На этот раз посетителей было трое. И, по крайней мере, один из них был мне знаком. Невысокого широкоплечего крепыша, стоявшего меж двумя похожими на цельнометаллические сейфы громилами, звали Виталик Симонов. Однако сам он предпочитал, чтобы его называли Симоном. Симонов являлся руководителем одного из подразделений «семьи» низового уровня. Как говорил, попал он на эту должность благодаря связям своей матушки. Амбиций у Симона было более чем достаточно, однако продвижению вверх по иерархической лестнице сильно мешали его грубость и необразованность. «Семья» считалась в высшей степени респектабельным предприятием, отцов ее нередко можно было увидеть на приеме у Градоначальника или в каком-нибудь из иностранных посольств. Симон же, при всем его стремлении соответствовать требованиям времени, оставался вульгарным жлобом, начисто лишенным вкуса и способностей к самообразованию. К примеру, он никак не мог уяснить разницы между мизантропом и питекантропом. А как-то раз, случайно оказавшись в приличном обществе, Симон, когда разговор зашел о геополитике, на полном серьезе заявил, что в мире существует не одна, а целых пять Америк. И, что самое удивительное, он все пять указал на карте, уверенно обозначив границы между ними: Южная Америка, Северная Америка, Центральная Америка, Латинская Америка, ну и, конечно же, Соединенные Штаты Америки. В моде Симон придерживался стиля «новый русский» начала 90-х. На нем и сейчас был бордовый двубортный пиджак с широченными плечами, бледно-голубая рубашка без галстука, с расстегнутой верхней пуговицей, широкие светло-коричневые брюки и черные ботинки с тупыми носами.

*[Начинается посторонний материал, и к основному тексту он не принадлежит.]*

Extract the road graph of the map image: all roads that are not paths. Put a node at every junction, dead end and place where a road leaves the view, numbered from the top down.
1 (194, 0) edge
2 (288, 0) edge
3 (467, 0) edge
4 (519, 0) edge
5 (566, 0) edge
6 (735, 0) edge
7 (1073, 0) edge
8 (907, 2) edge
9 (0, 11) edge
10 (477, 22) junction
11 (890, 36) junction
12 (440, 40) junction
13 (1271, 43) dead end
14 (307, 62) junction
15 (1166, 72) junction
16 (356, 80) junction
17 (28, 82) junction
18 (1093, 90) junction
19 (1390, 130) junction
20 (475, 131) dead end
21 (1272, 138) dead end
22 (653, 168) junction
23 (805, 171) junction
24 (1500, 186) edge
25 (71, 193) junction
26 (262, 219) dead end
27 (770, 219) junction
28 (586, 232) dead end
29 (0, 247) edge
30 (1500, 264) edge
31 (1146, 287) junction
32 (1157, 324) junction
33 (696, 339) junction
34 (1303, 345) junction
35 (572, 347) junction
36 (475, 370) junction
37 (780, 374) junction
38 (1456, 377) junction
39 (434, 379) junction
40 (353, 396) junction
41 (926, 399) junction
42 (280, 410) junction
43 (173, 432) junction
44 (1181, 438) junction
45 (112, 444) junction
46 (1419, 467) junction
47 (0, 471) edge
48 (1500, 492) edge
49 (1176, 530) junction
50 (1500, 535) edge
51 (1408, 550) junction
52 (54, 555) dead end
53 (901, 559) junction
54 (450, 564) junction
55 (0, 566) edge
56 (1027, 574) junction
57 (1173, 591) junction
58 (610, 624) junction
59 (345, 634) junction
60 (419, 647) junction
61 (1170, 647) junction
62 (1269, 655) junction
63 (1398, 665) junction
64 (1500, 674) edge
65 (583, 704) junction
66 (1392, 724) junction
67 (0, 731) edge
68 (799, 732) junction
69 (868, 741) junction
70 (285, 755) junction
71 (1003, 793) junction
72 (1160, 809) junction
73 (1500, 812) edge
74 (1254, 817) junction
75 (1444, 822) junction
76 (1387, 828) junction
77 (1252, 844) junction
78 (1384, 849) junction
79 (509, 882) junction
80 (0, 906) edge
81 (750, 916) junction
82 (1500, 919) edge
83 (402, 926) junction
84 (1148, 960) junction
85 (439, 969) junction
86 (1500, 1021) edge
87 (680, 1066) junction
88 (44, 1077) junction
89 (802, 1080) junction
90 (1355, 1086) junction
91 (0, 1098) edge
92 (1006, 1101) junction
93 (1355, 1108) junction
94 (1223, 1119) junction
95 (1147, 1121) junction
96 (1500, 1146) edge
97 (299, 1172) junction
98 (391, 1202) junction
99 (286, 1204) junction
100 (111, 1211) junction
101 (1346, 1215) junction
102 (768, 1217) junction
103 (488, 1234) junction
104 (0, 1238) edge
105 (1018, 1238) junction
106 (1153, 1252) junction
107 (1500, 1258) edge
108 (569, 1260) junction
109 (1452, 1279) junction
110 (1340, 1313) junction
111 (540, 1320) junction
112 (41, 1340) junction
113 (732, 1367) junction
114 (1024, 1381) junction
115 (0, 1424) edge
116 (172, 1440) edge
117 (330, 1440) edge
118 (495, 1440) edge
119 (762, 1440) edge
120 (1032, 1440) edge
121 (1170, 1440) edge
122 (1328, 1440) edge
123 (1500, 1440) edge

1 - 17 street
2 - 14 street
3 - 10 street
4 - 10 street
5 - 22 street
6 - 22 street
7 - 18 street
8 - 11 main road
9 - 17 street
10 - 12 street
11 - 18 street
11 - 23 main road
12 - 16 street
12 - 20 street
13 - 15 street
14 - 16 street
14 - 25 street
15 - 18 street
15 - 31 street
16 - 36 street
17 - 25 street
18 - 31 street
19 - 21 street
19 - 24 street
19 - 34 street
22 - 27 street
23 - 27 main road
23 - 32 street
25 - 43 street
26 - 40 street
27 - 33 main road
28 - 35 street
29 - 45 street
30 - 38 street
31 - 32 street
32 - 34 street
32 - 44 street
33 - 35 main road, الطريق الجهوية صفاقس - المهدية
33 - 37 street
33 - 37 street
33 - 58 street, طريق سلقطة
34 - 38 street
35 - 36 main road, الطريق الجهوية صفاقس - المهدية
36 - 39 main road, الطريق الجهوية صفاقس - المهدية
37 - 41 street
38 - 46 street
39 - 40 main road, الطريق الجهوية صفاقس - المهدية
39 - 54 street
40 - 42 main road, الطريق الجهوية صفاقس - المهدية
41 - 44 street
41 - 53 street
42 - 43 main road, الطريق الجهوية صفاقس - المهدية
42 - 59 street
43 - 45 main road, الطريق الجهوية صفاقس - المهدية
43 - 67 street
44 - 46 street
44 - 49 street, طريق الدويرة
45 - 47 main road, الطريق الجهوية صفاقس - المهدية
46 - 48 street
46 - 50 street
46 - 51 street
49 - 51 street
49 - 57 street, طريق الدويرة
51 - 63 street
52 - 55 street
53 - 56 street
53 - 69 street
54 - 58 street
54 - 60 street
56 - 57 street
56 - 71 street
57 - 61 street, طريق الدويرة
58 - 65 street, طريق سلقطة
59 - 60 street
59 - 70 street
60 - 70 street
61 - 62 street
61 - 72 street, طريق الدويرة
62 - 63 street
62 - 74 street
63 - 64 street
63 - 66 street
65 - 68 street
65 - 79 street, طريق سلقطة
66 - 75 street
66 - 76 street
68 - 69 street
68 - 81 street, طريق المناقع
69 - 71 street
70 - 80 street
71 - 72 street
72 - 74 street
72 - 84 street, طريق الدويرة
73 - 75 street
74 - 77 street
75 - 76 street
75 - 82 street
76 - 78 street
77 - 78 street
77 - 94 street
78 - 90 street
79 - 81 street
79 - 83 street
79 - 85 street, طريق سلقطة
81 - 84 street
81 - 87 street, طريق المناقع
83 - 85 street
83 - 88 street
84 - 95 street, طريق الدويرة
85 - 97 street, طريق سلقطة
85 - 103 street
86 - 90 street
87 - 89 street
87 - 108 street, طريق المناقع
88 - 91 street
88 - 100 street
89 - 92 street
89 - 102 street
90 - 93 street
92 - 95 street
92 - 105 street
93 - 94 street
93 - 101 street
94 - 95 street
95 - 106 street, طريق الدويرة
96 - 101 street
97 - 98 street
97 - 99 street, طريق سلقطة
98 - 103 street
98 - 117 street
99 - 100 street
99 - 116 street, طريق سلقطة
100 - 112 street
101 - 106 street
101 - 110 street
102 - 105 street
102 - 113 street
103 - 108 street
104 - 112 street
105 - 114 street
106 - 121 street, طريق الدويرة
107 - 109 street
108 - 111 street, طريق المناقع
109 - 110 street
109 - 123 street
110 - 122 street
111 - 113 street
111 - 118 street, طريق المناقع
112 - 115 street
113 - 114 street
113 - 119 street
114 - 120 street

Возможно, все это не производило бы столь комичного впечатления, если бы не лицо Симона, широкое и круглое, с маленьким носиком и тонкими губами, кривящимися в презрительной улыбке. Под стать Симону были и двое громил, сопровождавшие его в качестве телохранителей. Оба были на целую голову выше своего хозяина, а физиономии имели такие, что без грима могли бы сниматься в очередной серии про Бешеного Киборга. Костюмчики на обоих были такими, что Светик разглядывала их, словно на показе мод: темно-синие двубортные пиджаки с длинными полами, широкими лацканами и накладными карманами, широченные брюки и цветастые галстуки. Ей-то было невдомек, что под широкими пиджаками куда удобнее прятать оружие, чем под узкими курточками, которые в последнее время носил едва ли не каждый второй в Московии.
– Ты! – с порога указал на меня пальцем, на который были надеты сразу два золотых перстня, Симон.
Он постоянно говорил на повышенных тонах, и с этим уже ничего невозможно было поделать.